## About this task
Wherever the listing has a line with the string "align", copy that line out.

....

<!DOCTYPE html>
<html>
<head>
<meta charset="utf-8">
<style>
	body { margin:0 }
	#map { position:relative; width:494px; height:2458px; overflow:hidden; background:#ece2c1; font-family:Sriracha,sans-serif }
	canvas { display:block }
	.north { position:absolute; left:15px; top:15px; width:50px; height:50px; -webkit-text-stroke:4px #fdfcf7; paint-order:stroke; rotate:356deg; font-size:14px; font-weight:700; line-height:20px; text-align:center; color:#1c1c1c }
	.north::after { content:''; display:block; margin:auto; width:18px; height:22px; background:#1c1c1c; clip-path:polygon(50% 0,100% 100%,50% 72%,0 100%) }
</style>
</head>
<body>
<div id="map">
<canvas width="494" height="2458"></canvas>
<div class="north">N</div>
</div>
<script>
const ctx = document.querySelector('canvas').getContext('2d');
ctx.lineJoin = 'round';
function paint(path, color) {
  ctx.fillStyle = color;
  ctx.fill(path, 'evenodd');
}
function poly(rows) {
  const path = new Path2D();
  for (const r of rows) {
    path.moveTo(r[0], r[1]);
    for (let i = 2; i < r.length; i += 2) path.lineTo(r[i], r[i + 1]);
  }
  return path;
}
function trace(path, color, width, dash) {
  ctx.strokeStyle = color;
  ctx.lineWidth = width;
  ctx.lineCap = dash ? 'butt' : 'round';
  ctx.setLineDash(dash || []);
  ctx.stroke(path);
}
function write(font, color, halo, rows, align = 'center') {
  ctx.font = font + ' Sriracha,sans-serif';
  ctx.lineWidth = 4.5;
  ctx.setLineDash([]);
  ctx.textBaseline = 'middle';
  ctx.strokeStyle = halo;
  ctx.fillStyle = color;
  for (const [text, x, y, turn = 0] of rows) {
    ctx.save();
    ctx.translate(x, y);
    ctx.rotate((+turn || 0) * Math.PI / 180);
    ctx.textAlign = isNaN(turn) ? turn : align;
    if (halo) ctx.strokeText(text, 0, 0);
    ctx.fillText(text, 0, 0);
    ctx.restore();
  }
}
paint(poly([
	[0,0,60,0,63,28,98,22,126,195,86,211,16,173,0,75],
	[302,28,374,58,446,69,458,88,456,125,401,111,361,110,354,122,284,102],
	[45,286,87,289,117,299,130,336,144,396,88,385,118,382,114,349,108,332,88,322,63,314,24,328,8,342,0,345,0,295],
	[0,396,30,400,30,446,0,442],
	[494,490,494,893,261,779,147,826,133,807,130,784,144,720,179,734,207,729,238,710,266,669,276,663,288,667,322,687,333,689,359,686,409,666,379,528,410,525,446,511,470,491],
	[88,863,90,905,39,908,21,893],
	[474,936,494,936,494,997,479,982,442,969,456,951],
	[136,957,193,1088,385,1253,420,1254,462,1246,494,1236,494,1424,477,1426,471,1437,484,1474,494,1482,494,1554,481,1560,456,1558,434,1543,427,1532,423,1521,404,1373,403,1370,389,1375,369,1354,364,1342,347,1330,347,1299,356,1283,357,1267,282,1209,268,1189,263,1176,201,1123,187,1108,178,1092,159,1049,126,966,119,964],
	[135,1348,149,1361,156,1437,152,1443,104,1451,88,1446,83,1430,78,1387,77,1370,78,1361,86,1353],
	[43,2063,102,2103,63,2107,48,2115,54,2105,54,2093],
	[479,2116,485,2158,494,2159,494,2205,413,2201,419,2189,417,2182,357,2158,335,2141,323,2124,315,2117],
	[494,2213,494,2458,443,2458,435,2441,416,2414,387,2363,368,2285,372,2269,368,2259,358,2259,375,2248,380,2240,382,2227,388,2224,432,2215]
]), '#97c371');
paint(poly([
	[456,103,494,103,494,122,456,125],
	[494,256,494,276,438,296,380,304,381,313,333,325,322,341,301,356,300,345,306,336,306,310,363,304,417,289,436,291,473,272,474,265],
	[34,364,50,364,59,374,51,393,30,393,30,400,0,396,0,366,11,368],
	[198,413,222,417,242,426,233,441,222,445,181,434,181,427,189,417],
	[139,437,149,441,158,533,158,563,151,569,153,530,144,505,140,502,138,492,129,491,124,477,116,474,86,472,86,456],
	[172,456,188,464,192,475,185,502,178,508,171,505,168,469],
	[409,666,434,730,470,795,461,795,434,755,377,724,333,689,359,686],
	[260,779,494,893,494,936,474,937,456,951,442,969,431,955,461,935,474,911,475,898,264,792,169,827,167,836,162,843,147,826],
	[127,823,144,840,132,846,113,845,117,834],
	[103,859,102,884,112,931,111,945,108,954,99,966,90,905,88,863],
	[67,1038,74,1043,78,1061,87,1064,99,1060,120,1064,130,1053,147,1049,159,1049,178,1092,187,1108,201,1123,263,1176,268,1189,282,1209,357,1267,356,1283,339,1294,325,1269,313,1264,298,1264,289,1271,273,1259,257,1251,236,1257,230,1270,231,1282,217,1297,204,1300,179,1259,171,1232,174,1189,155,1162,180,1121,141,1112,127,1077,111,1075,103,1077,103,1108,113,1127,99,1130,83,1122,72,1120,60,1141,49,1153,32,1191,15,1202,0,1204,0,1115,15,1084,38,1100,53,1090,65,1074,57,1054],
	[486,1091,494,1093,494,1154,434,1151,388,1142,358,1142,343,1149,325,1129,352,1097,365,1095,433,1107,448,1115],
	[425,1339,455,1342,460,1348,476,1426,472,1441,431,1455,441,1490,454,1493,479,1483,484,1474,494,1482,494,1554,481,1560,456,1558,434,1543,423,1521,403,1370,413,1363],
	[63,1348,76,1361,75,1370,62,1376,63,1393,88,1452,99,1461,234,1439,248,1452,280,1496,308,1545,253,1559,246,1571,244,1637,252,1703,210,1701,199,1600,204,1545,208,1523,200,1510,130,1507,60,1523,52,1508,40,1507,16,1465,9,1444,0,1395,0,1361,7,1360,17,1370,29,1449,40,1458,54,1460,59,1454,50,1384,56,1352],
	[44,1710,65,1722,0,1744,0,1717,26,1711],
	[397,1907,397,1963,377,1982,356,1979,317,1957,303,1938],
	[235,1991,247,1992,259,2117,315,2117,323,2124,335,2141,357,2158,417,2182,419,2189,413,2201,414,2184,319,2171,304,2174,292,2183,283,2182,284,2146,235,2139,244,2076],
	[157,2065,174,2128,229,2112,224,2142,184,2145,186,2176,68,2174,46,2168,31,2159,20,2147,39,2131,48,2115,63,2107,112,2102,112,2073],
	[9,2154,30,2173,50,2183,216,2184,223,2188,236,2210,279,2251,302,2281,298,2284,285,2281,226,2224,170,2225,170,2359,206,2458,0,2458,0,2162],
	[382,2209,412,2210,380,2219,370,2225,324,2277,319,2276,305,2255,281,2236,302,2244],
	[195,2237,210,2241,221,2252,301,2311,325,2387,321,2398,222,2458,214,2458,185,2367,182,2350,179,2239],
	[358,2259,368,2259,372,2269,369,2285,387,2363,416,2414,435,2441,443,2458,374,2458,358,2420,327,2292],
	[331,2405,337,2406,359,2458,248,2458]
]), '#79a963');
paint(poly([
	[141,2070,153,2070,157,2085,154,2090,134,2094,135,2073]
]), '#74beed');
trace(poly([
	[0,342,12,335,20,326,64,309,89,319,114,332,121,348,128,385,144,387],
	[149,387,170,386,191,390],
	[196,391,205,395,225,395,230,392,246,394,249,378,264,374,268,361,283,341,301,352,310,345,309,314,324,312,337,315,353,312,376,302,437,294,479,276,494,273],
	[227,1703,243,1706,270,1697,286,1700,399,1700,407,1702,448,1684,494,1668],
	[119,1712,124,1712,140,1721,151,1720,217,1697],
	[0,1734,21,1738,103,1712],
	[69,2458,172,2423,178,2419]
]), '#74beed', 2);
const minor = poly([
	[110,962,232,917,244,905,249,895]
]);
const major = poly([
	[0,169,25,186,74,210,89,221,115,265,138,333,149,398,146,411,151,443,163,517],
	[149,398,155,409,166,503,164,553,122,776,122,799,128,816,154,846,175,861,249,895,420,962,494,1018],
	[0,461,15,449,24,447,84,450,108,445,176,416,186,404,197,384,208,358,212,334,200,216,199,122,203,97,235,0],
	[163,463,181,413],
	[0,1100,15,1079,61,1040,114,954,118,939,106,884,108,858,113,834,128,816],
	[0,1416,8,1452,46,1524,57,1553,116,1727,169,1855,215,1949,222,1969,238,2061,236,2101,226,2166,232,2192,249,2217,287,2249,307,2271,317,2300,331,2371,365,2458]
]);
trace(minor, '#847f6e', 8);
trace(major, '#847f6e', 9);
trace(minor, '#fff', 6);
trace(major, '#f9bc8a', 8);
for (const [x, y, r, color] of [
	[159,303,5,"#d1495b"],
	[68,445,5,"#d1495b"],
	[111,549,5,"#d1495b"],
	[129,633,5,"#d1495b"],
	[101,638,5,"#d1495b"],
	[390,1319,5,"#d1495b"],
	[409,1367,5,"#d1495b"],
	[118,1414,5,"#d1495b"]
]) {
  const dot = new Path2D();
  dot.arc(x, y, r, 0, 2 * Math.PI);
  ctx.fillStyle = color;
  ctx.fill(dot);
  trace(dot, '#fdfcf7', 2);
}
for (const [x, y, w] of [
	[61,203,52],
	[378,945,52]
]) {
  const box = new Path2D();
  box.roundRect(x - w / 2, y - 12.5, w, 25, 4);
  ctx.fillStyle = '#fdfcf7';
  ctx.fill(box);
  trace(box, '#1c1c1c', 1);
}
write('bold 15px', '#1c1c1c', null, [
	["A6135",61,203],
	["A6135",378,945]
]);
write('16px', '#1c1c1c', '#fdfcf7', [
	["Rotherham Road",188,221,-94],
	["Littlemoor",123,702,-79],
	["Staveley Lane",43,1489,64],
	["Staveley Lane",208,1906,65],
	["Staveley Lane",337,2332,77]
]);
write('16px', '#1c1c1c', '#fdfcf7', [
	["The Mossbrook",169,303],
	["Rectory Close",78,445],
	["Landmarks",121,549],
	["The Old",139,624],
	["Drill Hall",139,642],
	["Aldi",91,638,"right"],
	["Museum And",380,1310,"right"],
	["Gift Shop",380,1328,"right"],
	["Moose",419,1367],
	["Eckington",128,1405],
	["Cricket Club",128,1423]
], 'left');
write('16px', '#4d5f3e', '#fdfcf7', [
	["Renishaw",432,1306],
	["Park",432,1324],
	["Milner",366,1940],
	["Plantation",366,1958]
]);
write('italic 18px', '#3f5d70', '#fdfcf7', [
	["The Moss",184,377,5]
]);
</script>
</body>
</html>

....

## Exercise response
	.north { position:absolute; left:15px; top:15px; width:50px; height:50px; -webkit-text-stroke:4px #fdfcf7; paint-order:stroke; rotate:356deg; font-size:14px; font-weight:700; line-height:20px; text-align:center; color:#1c1c1c }
function write(font, color, halo, rows, align = 'center') {
    ctx.textAlign = isNaN(turn) ? turn : align;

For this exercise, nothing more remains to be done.